* [WHAT YOU NEED TO DO]: Below are the entries; count how many lines contain the word "Tingkat" and reply with that number alone.

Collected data
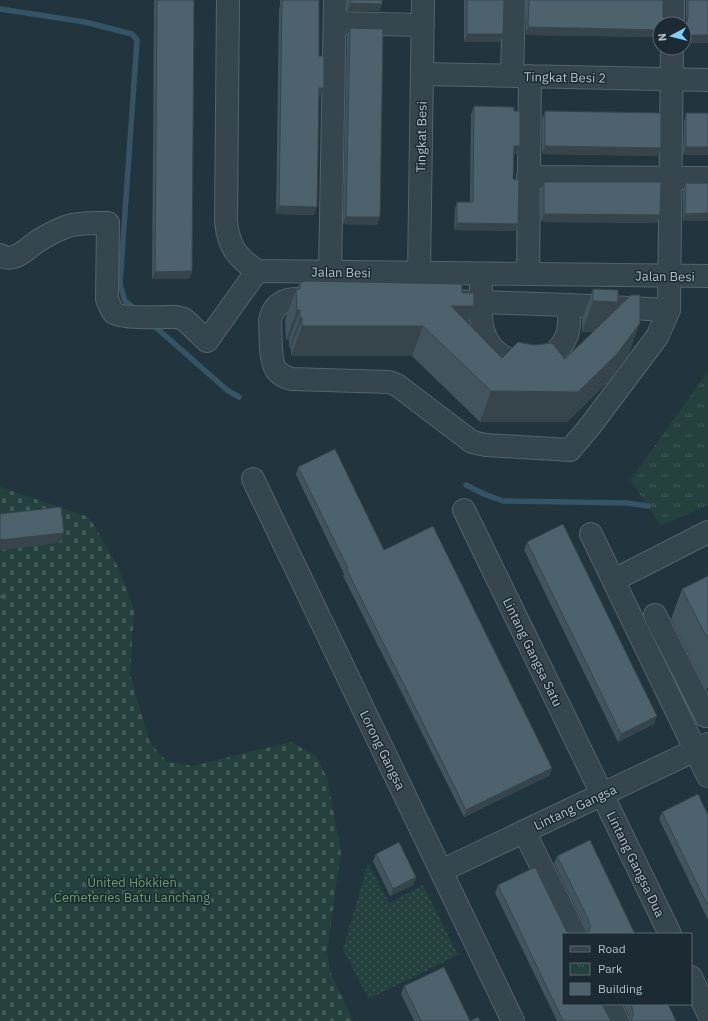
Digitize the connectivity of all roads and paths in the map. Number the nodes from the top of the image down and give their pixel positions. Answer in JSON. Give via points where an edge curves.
{"nodes":[{"id":1,"x":228,"y":0,"type":"edge"},
{"id":2,"x":336,"y":0,"type":"edge"},
{"id":3,"x":423,"y":0,"type":"edge"},
{"id":4,"x":514,"y":0,"type":"edge"},
{"id":5,"x":673,"y":0,"type":"edge"},
{"id":6,"x":673,"y":16,"type":"edge"},
{"id":7,"x":335,"y":23,"type":"junction"},
{"id":8,"x":423,"y":25,"type":"junction"},
{"id":9,"x":672,"y":56,"type":"edge"},
{"id":10,"x":422,"y":74,"type":"junction"},
{"id":11,"x":521,"y":76,"type":"junction"},
{"id":12,"x":671,"y":80,"type":"junction"},
{"id":13,"x":708,"y":80,"type":"edge"},
{"id":14,"x":528,"y":176,"type":"junction"},
{"id":15,"x":670,"y":177,"type":"junction"},
{"id":16,"x":708,"y":178,"type":"edge"},
{"id":17,"x":0,"y":254,"type":"edge"},
{"id":18,"x":257,"y":271,"type":"junction"},
{"id":19,"x":330,"y":272,"type":"junction"},
{"id":20,"x":419,"y":273,"type":"junction"},
{"id":21,"x":480,"y":274,"type":"junction"},
{"id":22,"x":528,"y":274,"type":"junction"},
{"id":23,"x":670,"y":276,"type":"junction"},
{"id":24,"x":708,"y":276,"type":"edge"},
{"id":25,"x":345,"y":300,"type":"edge"},
{"id":26,"x":423,"y":301,"type":"edge"},
{"id":27,"x":481,"y":302,"type":"junction"},
{"id":28,"x":569,"y":305,"type":"junction"},
{"id":29,"x":670,"y":310,"type":"junction"},
{"id":30,"x":253,"y":479,"type":"dead end"},
{"id":31,"x":464,"y":510,"type":"dead end"},
{"id":32,"x":708,"y":532,"type":"edge"},
{"id":33,"x":592,"y":534,"type":"dead end"},
{"id":34,"x":614,"y":580,"type":"junction"},
{"id":35,"x":655,"y":615,"type":"dead end"},
{"id":36,"x":707,"y":716,"type":"edge"},
{"id":37,"x":684,"y":727,"type":"junction"},
{"id":38,"x":702,"y":747,"type":"edge"},
{"id":39,"x":708,"y":776,"type":"edge"},
{"id":40,"x":602,"y":794,"type":"junction"},
{"id":41,"x":524,"y":831,"type":"junction"},
{"id":42,"x":441,"y":871,"type":"junction"},
{"id":43,"x":575,"y":933,"type":"edge"},
{"id":44,"x":670,"y":933,"type":"edge"},
{"id":45,"x":692,"y":979,"type":"edge"},
{"id":46,"x":610,"y":1005,"type":"edge"},
{"id":47,"x":708,"y":1012,"type":"edge"},
{"id":48,"x":513,"y":1021,"type":"edge"},
{"id":49,"x":618,"y":1021,"type":"edge"}],
"edges":[{"from":1,"to":18,"type":"street","via":[[226,222],[234,249],[242,260]]},
{"from":2,"to":7,"type":"street"},
{"from":3,"to":8,"type":"street","name":"Tingkat Besi"},
{"from":4,"to":11,"type":"street"},
{"from":5,"to":6,"type":"street"},
{"from":7,"to":8,"type":"street"},
{"from":7,"to":19,"type":"street"},
{"from":8,"to":10,"type":"street","name":"Tingkat Besi"},
{"from":9,"to":12,"type":"street"},
{"from":10,"to":11,"type":"street","name":"Tingkat Besi 2"},
{"from":10,"to":20,"type":"street","name":"Tingkat Besi"},
{"from":11,"to":12,"type":"street","name":"Tingkat Besi 2"},
{"from":11,"to":14,"type":"street"},
{"from":12,"to":13,"type":"street","name":"Tingkat Besi 2"},
{"from":12,"to":15,"type":"street"},
{"from":14,"to":15,"type":"street"},
{"from":14,"to":22,"type":"street"},
{"from":15,"to":16,"type":"street"},
{"from":15,"to":23,"type":"street"},
{"from":17,"to":18,"type":"street","via":[[8,258],[13,257],[42,238],[69,226],[108,223],[107,299],[114,313],[184,319],[207,340]]},
{"from":18,"to":19,"type":"street","name":"Jalan Besi"},
{"from":19,"to":20,"type":"street","name":"Jalan Besi"},
{"from":20,"to":21,"type":"street","name":"Jalan Besi"},
{"from":21,"to":22,"type":"street","name":"Jalan Besi"},
{"from":21,"to":27,"type":"street"},
{"from":22,"to":23,"type":"street","name":"Jalan Besi"},
{"from":23,"to":24,"type":"street","name":"Jalan Besi"},
{"from":23,"to":29,"type":"street"},
{"from":25,"to":29,"type":"street","via":[[291,299],[284,300],[277,306],[270,320],[273,365],[278,372],[292,379],[389,382],[398,385],[472,442],[570,450],[657,337]]},
{"from":26,"to":27,"type":"street"},
{"from":27,"to":28,"type":"street"},
{"from":27,"to":28,"type":"street","via":[[482,326],[491,346],[509,361],[523,364],[544,360],[560,347],[569,328]]},
{"from":28,"to":29,"type":"street"},
{"from":30,"to":42,"type":"street","name":"Lorong Gangsa"},
{"from":31,"to":40,"type":"street","name":"Lintang Gangsa Satu"},
{"from":32,"to":34,"type":"street"},
{"from":33,"to":34,"type":"street"},
{"from":34,"to":37,"type":"street"},
{"from":35,"to":36,"type":"street"},
{"from":36,"to":37,"type":"street"},
{"from":37,"to":38,"type":"street"},
{"from":38,"to":39,"type":"street"},
{"from":38,"to":40,"type":"street","name":"Lintang Gangsa"},
{"from":40,"to":41,"type":"street","name":"Lintang Gangsa"},
{"from":40,"to":44,"type":"street","name":"Lintang Gangsa Dua"},
{"from":41,"to":42,"type":"street","name":"Lintang Gangsa"},
{"from":41,"to":43,"type":"street"},
{"from":42,"to":48,"type":"street","name":"Lorong Gangsa"},
{"from":45,"to":47,"type":"street"},
{"from":46,"to":49,"type":"street"}]}
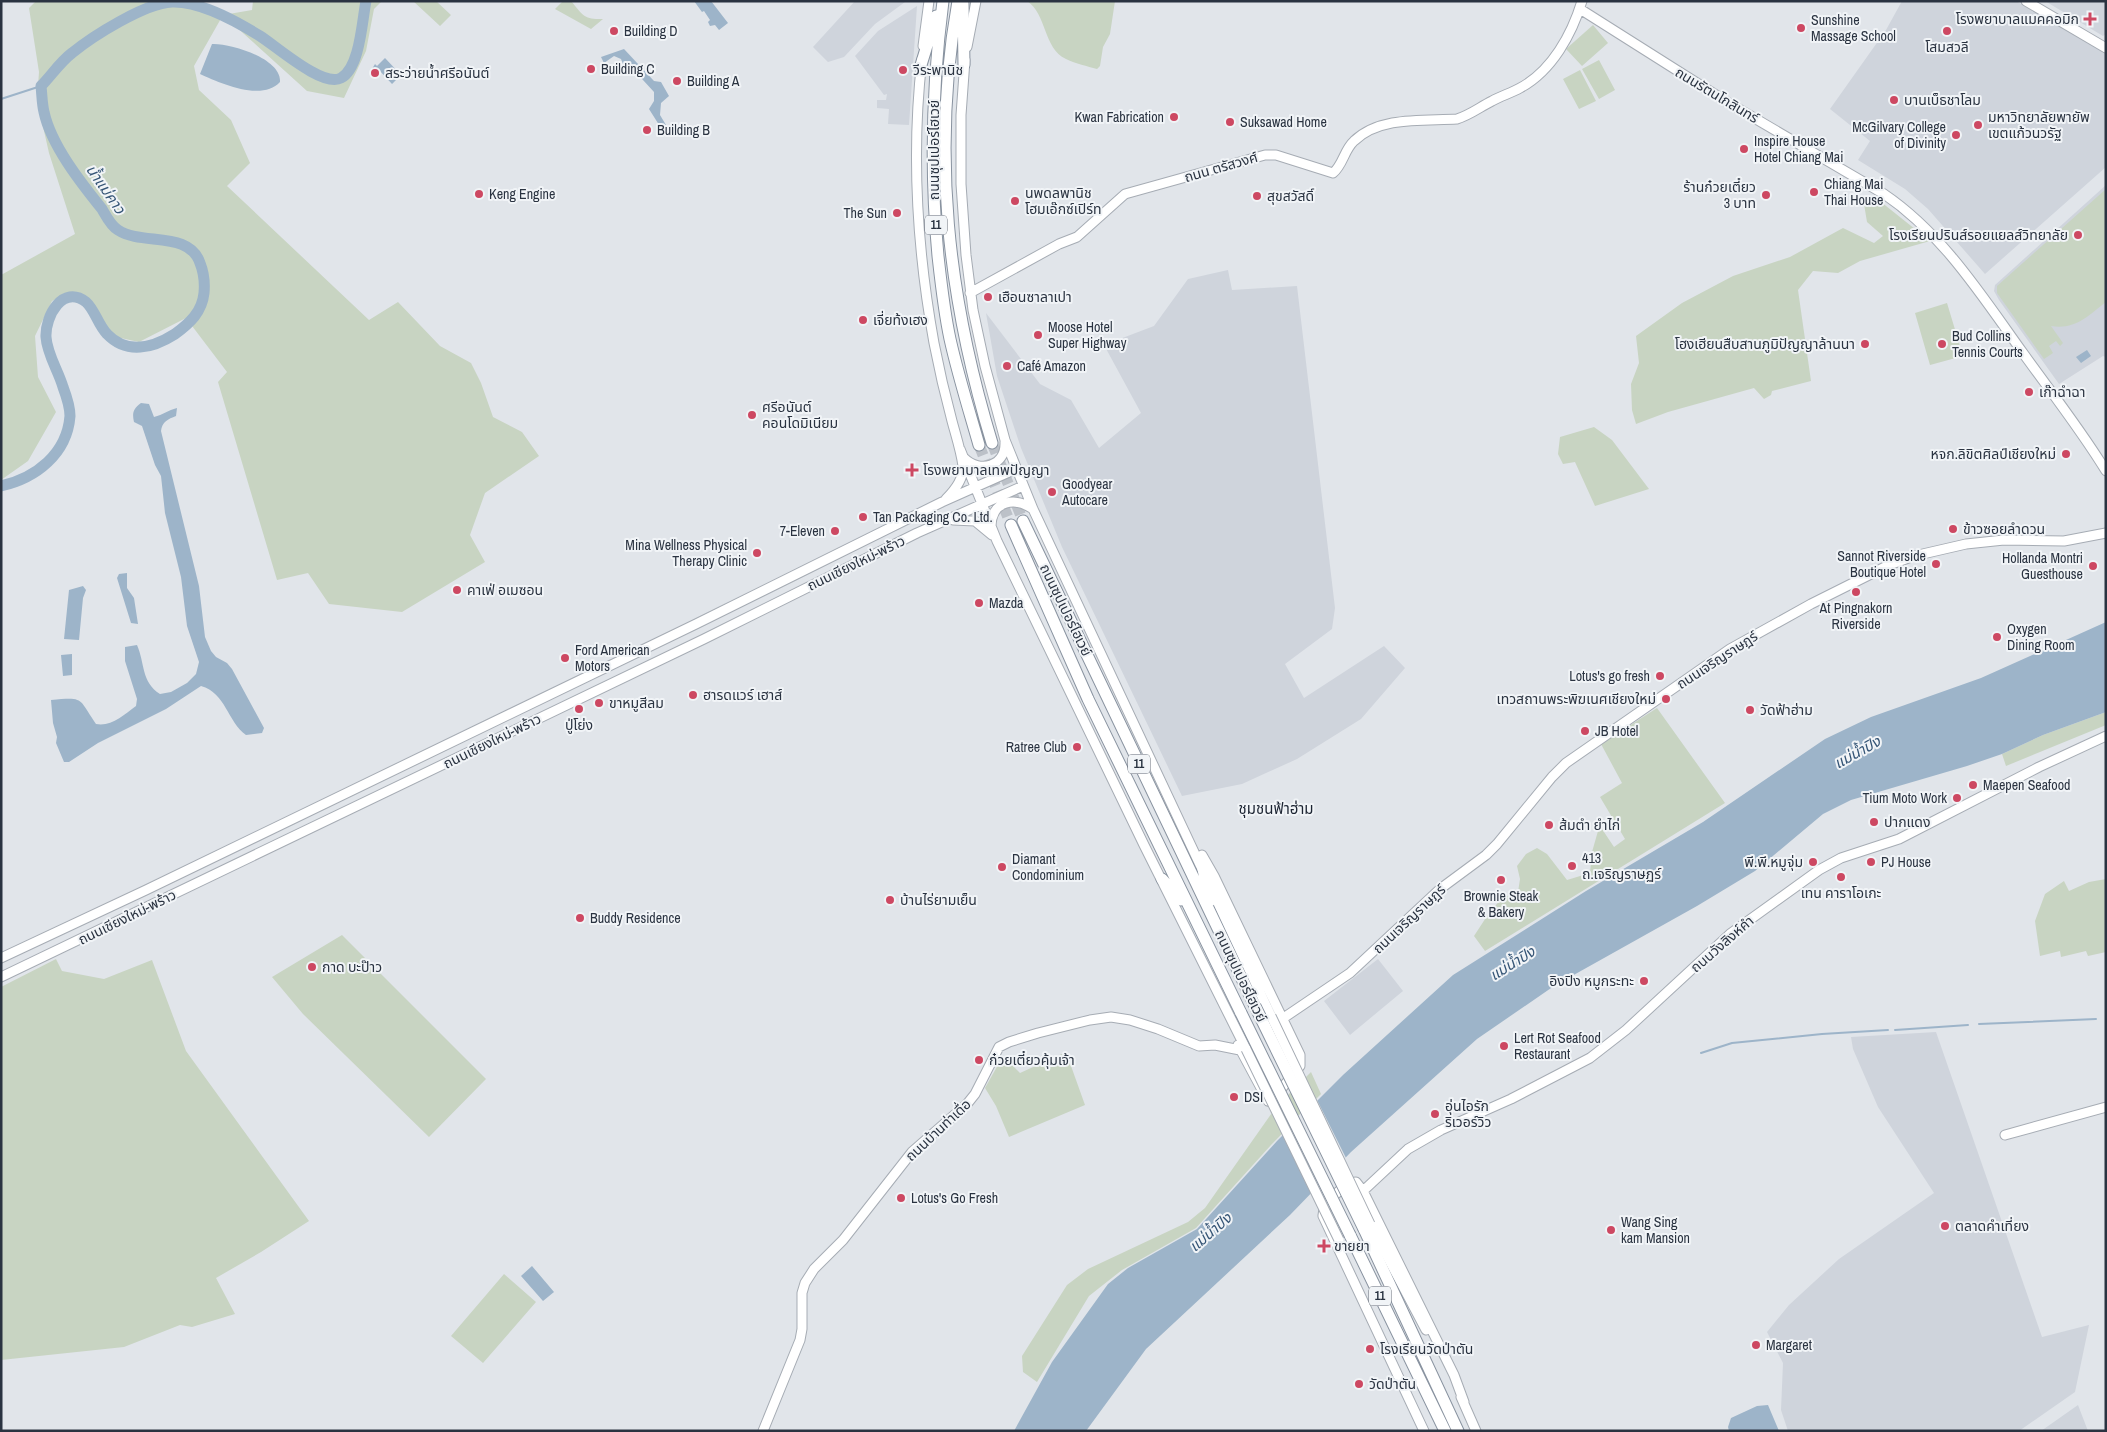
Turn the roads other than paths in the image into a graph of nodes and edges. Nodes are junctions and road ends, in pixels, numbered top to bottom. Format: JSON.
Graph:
{"nodes":[{"id":1,"x":929,"y":1,"type":"edge"},
{"id":2,"x":942,"y":1,"type":"edge"},
{"id":3,"x":958,"y":1,"type":"edge"},
{"id":4,"x":963,"y":1,"type":"edge"},
{"id":5,"x":976,"y":1,"type":"edge"},
{"id":6,"x":2026,"y":1,"type":"edge"},
{"id":7,"x":1581,"y":5,"type":"edge"},
{"id":8,"x":1592,"y":17,"type":"junction"},
{"id":9,"x":1570,"y":30,"type":"junction"},
{"id":10,"x":2106,"y":48,"type":"edge"},
{"id":11,"x":921,"y":65,"type":"junction"},
{"id":12,"x":964,"y":66,"type":"junction"},
{"id":13,"x":970,"y":293,"type":"junction"},
{"id":14,"x":1005,"y":440,"type":"junction"},
{"id":15,"x":992,"y":444,"type":"tunnel mouth"},
{"id":16,"x":979,"y":445,"type":"tunnel mouth"},
{"id":17,"x":961,"y":452,"type":"junction"},
{"id":18,"x":1016,"y":469,"type":"junction"},
{"id":19,"x":2106,"y":471,"type":"edge"},
{"id":20,"x":1023,"y":486,"type":"junction"},
{"id":21,"x":974,"y":488,"type":"junction"},
{"id":22,"x":942,"y":502,"type":"junction"},
{"id":23,"x":981,"y":504,"type":"junction"},
{"id":24,"x":1033,"y":509,"type":"junction"},
{"id":25,"x":946,"y":521,"type":"junction"},
{"id":26,"x":1023,"y":521,"type":"tunnel mouth"},
{"id":27,"x":1011,"y":525,"type":"tunnel mouth"},
{"id":28,"x":991,"y":529,"type":"junction"},
{"id":29,"x":2106,"y":533,"type":"edge"},
{"id":30,"x":997,"y":541,"type":"junction"},
{"id":31,"x":696,"y":624,"type":"junction"},
{"id":32,"x":704,"y":638,"type":"junction"},
{"id":33,"x":2106,"y":736,"type":"edge"},
{"id":34,"x":1187,"y":834,"type":"junction"},
{"id":35,"x":1144,"y":845,"type":"junction"},
{"id":36,"x":1203,"y":868,"type":"junction"},
{"id":37,"x":1162,"y":879,"type":"junction"},
{"id":38,"x":146,"y":890,"type":"junction"},
{"id":39,"x":155,"y":903,"type":"junction"},
{"id":40,"x":1190,"y":911,"type":"junction"},
{"id":41,"x":1215,"y":922,"type":"junction"},
{"id":42,"x":1,"y":958,"type":"edge"},
{"id":43,"x":1,"y":977,"type":"edge"},
{"id":44,"x":1282,"y":1018,"type":"junction"},
{"id":45,"x":1235,"y":1039,"type":"junction"},
{"id":46,"x":1215,"y":1045,"type":"junction"},
{"id":47,"x":1243,"y":1049,"type":"junction"},
{"id":48,"x":2106,"y":1107,"type":"edge"},
{"id":49,"x":2005,"y":1135,"type":"dead end"},
{"id":50,"x":1364,"y":1191,"type":"junction"},
{"id":51,"x":1367,"y":1226,"type":"junction"},
{"id":52,"x":1464,"y":1402,"type":"junction"},
{"id":53,"x":763,"y":1431,"type":"edge"},
{"id":54,"x":1424,"y":1431,"type":"edge"},
{"id":55,"x":1428,"y":1431,"type":"edge"},
{"id":56,"x":1445,"y":1431,"type":"edge"},
{"id":57,"x":1458,"y":1431,"type":"edge"},
{"id":58,"x":1476,"y":1431,"type":"edge"}],
"edges":[{"from":1,"to":11,"type":"main road"},
{"from":2,"to":11,"type":"highway"},
{"from":2,"to":16,"type":"highway","name":"ถนนซุปเปอร์ไฮเวย์","number":"11"},
{"from":3,"to":15,"type":"highway","name":"ถนนซุปเปอร์ไฮเวย์","number":"11"},
{"from":4,"to":12,"type":"highway"},
{"from":5,"to":12,"type":"main road"},
{"from":6,"to":10,"type":"main road"},
{"from":7,"to":8,"type":"main road","name":"ถนนรัตนโกสินทร์"},
{"from":7,"to":9,"type":"main road","name":"ถนน ตรัสวงศ์"},
{"from":8,"to":9,"type":"main road"},
{"from":8,"to":19,"type":"main road","name":"ถนนรัตนโกสินทร์"},
{"from":9,"to":13,"type":"main road","name":"ถนน ตรัสวงศ์"},
{"from":11,"to":17,"type":"main road"},
{"from":12,"to":13,"type":"main road"},
{"from":13,"to":14,"type":"main road"},
{"from":14,"to":17,"type":"main road"},
{"from":14,"to":18,"type":"main road"},
{"from":17,"to":21,"type":"main road"},
{"from":17,"to":22,"type":"main road"},
{"from":18,"to":20,"type":"main road"},
{"from":18,"to":21,"type":"main road","name":"ถนนเชียงใหม่-พร้าว"},
{"from":20,"to":23,"type":"main road","name":"ถนนเชียงใหม่-พร้าว"},
{"from":20,"to":24,"type":"main road"},
{"from":21,"to":22,"type":"main road","name":"ถนนเชียงใหม่-พร้าว"},
{"from":21,"to":23,"type":"main road"},
{"from":22,"to":31,"type":"main road","name":"ถนนเชียงใหม่-พร้าว"},
{"from":23,"to":25,"type":"main road","name":"ถนนเชียงใหม่-พร้าว"},
{"from":23,"to":28,"type":"main road"},
{"from":24,"to":28,"type":"main road"},
{"from":24,"to":34,"type":"main road"},
{"from":25,"to":30,"type":"main road"},
{"from":25,"to":32,"type":"main road","name":"ถนนเชียงใหม่-พร้าว"},
{"from":26,"to":41,"type":"highway","name":"ถนนซุปเปอร์ไฮเวย์","number":"11"},
{"from":27,"to":40,"type":"highway","name":"ถนนซุปเปอร์ไฮเวย์","number":"11"},
{"from":28,"to":30,"type":"main road"},
{"from":29,"to":44,"type":"main road","name":"ถนนเจริญราษฎร์"},
{"from":30,"to":35,"type":"main road"},
{"from":31,"to":32,"type":"main road"},
{"from":31,"to":38,"type":"main road","name":"ถนนเชียงใหม่-พร้าว"},
{"from":32,"to":39,"type":"main road","name":"ถนนเชียงใหม่-พร้าว"},
{"from":33,"to":50,"type":"main road","name":"ถนนวังสิงห์คำ"},
{"from":34,"to":36,"type":"main road"},
{"from":34,"to":44,"type":"main road"},
{"from":35,"to":37,"type":"main road"},
{"from":35,"to":45,"type":"main road"},
{"from":36,"to":41,"type":"highway"},
{"from":36,"to":51,"type":"main road","bridge":true},
{"from":37,"to":40,"type":"highway"},
{"from":37,"to":47,"type":"main road"},
{"from":38,"to":39,"type":"main road"},
{"from":38,"to":42,"type":"main road","name":"ถนนเชียงใหม่-พร้าว"},
{"from":39,"to":43,"type":"main road","name":"ถนนเชียงใหม่-พร้าว"},
{"from":40,"to":56,"type":"highway","name":"ถนนซุปเปอร์ไฮเวย์","number":"11","bridge":true},
{"from":41,"to":51,"type":"highway","name":"ถนนซุปเปอร์ไฮเวย์","number":"11","bridge":true},
{"from":44,"to":47,"type":"main road"},
{"from":45,"to":46,"type":"main road","name":"ถนนบ้านท่าเดื่อ"},
{"from":45,"to":47,"type":"main road"},
{"from":46,"to":47,"type":"main road","name":"ถนนบ้านท่าเดื่อ"},
{"from":46,"to":53,"type":"main road","name":"ถนนบ้านท่าเดื่อ"},
{"from":47,"to":55,"type":"main road","bridge":true},
{"from":48,"to":49,"type":"main road"},
{"from":50,"to":52,"type":"main road"},
{"from":50,"to":54,"type":"main road"},
{"from":51,"to":52,"type":"main road"},
{"from":51,"to":57,"type":"highway","name":"ถนนซุปเปอร์ไฮเวย์","number":"11"},
{"from":52,"to":58,"type":"main road"}]}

* [RESULT OF THIS TASK]: 6